───── Records provided ─────

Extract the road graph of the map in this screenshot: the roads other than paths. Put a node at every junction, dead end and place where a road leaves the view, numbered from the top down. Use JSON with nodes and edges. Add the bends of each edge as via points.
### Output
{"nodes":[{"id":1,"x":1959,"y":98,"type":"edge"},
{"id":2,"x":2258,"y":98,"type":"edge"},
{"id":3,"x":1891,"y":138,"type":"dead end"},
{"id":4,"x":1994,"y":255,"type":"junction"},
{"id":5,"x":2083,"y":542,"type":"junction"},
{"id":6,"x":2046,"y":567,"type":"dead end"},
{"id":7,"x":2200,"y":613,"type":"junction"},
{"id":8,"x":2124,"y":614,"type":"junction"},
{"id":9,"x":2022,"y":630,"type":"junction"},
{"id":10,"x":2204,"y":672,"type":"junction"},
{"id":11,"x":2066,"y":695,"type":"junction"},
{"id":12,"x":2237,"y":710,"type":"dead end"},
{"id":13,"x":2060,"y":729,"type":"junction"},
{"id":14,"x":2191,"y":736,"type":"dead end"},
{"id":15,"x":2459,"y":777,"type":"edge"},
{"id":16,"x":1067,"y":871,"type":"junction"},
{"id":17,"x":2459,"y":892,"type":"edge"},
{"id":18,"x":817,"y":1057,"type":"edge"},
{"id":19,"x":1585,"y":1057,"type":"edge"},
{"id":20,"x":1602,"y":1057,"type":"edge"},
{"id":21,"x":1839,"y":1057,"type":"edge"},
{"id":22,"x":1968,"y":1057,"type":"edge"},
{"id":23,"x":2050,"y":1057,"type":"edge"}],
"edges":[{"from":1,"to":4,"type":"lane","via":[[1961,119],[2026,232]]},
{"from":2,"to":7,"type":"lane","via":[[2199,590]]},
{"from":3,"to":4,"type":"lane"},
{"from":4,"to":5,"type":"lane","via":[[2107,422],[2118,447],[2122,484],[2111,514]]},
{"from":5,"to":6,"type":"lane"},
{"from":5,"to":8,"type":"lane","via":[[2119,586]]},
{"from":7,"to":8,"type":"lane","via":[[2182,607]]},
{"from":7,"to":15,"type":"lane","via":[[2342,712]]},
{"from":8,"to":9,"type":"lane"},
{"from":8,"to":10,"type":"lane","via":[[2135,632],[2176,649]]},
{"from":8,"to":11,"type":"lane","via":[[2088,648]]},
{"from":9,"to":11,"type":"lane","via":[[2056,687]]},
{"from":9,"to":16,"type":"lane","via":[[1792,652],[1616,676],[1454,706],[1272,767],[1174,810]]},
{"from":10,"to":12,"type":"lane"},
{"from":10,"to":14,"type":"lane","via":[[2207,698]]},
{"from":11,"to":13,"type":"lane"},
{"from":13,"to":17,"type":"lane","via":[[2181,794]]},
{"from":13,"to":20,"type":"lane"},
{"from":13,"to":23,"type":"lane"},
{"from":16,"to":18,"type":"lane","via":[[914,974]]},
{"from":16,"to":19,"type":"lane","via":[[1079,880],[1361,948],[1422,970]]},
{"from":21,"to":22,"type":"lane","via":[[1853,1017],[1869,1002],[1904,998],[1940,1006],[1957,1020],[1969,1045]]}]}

─────
───── Records provided ─────

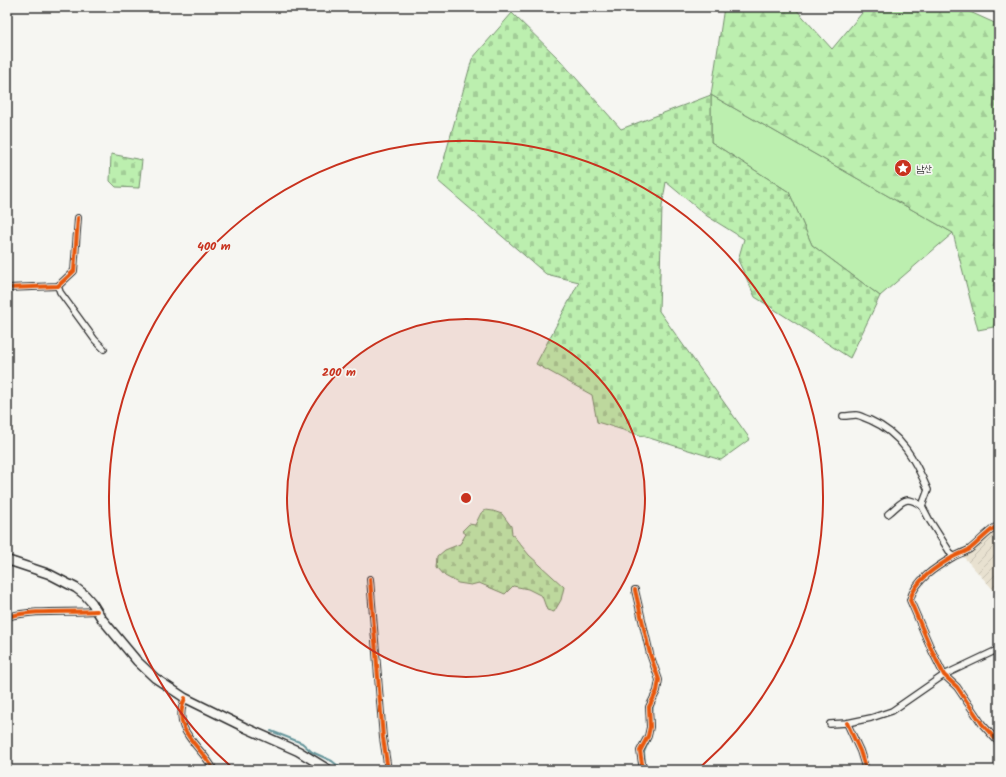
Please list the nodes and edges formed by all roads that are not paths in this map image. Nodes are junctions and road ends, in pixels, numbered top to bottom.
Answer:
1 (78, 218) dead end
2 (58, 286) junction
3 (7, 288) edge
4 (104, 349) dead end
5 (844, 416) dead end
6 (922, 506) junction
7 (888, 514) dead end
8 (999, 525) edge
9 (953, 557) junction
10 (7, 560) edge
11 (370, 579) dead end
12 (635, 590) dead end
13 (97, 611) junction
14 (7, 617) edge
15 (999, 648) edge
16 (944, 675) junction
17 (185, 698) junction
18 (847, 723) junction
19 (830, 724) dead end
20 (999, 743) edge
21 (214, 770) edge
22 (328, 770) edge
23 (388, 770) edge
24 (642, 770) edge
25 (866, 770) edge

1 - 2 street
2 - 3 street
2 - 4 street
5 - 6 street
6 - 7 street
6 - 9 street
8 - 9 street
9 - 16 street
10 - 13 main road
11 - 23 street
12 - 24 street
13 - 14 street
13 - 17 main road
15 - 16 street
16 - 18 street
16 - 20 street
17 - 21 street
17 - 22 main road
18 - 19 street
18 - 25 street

─────
───── Records provided ─────

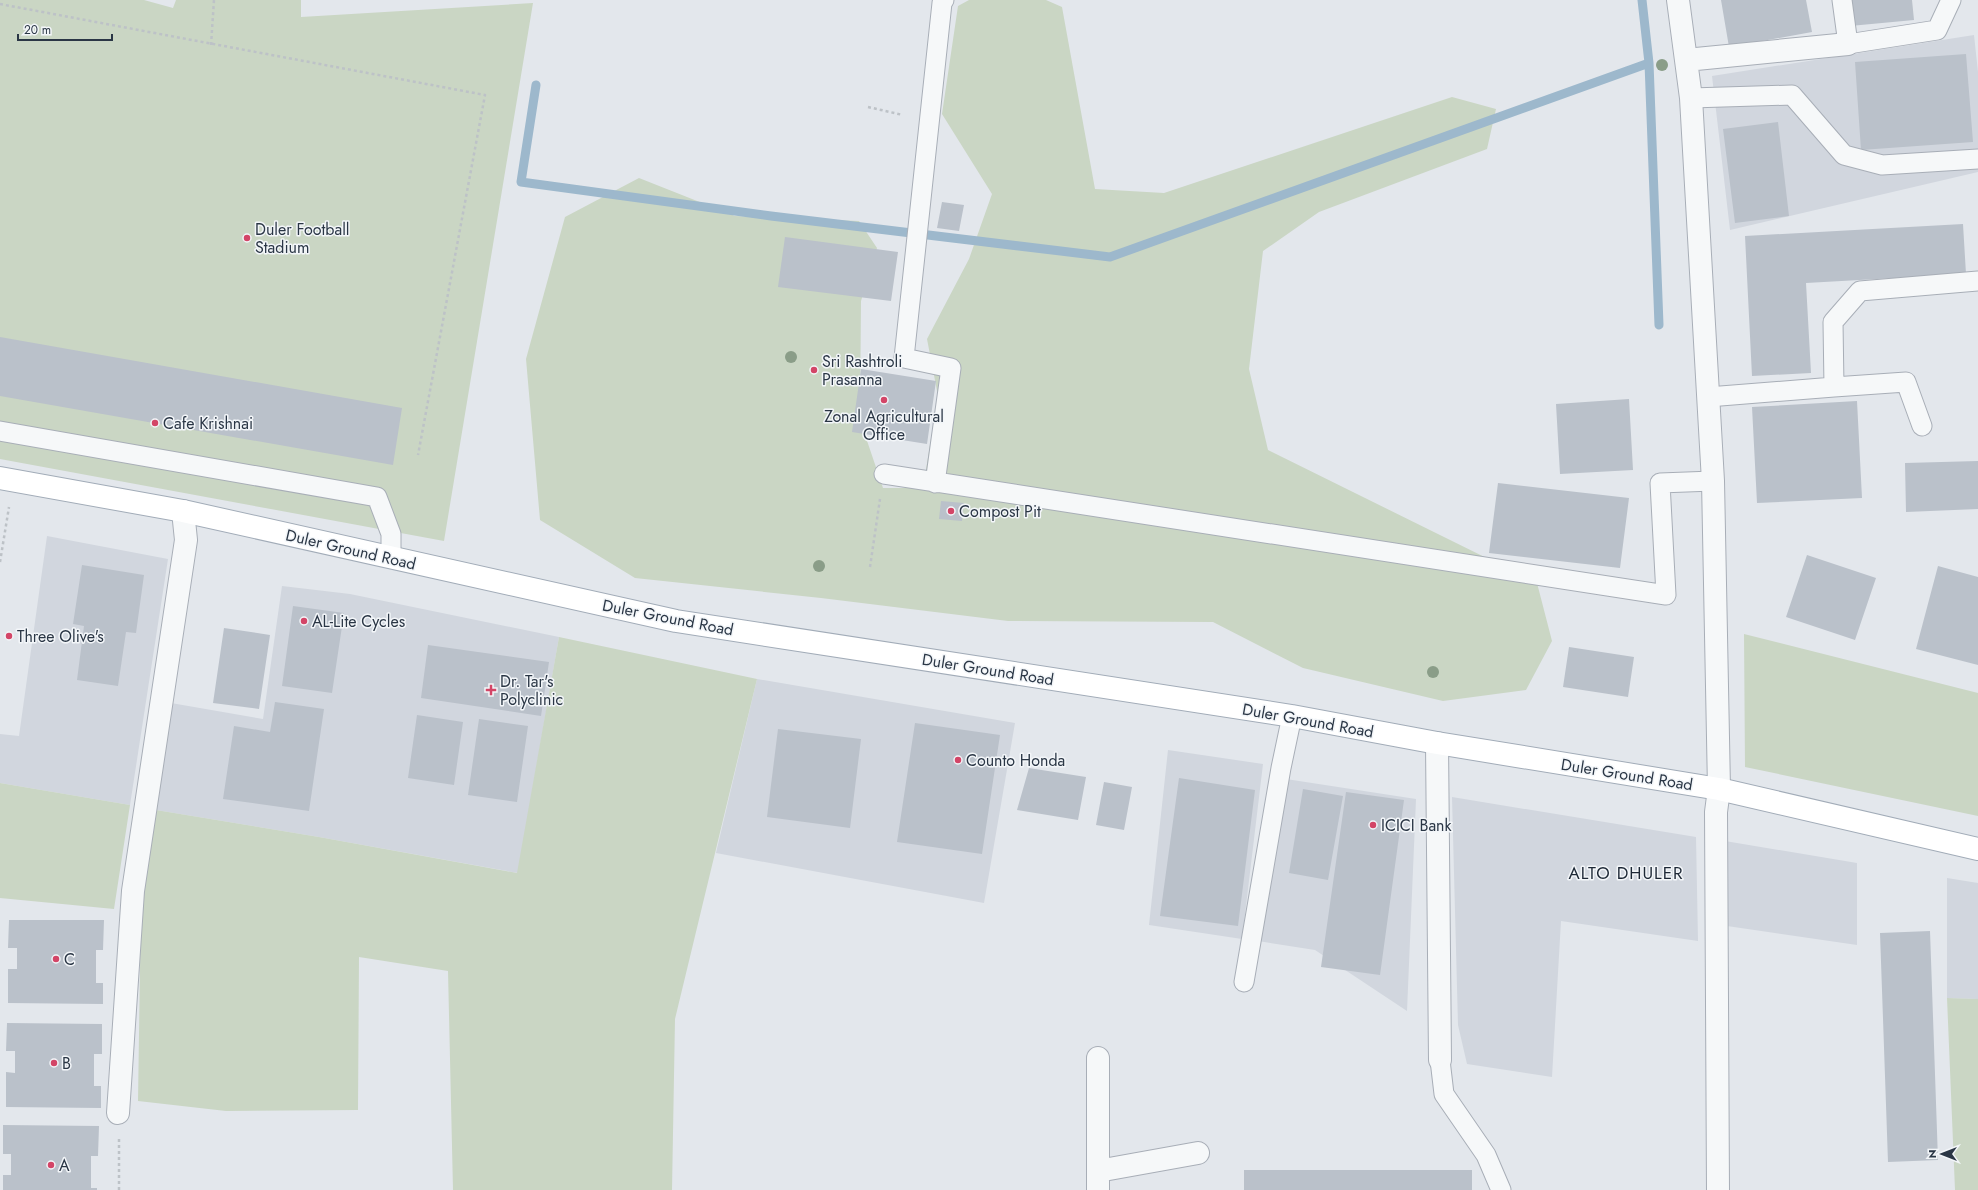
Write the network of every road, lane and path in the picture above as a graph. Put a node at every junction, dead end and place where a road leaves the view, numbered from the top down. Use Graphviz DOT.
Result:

─────

> _Assignment_:
Scan the records for the string "where". Copy each line in which it appears.

> _Solution below_:
Extract the road graph of the map in this screenshot: the roads other than paths. Put a node at every junction, dead end and place where a road leaves the view, numbered from the top down. Use JSON with nodes and edges. Add the bends of each edge as via points.
Write the network of every road, lane and path in the picture above as a graph. Put a node at every junction, dead end and place where a road leaves the view, numbered from the top down. Use Graphviz DOT.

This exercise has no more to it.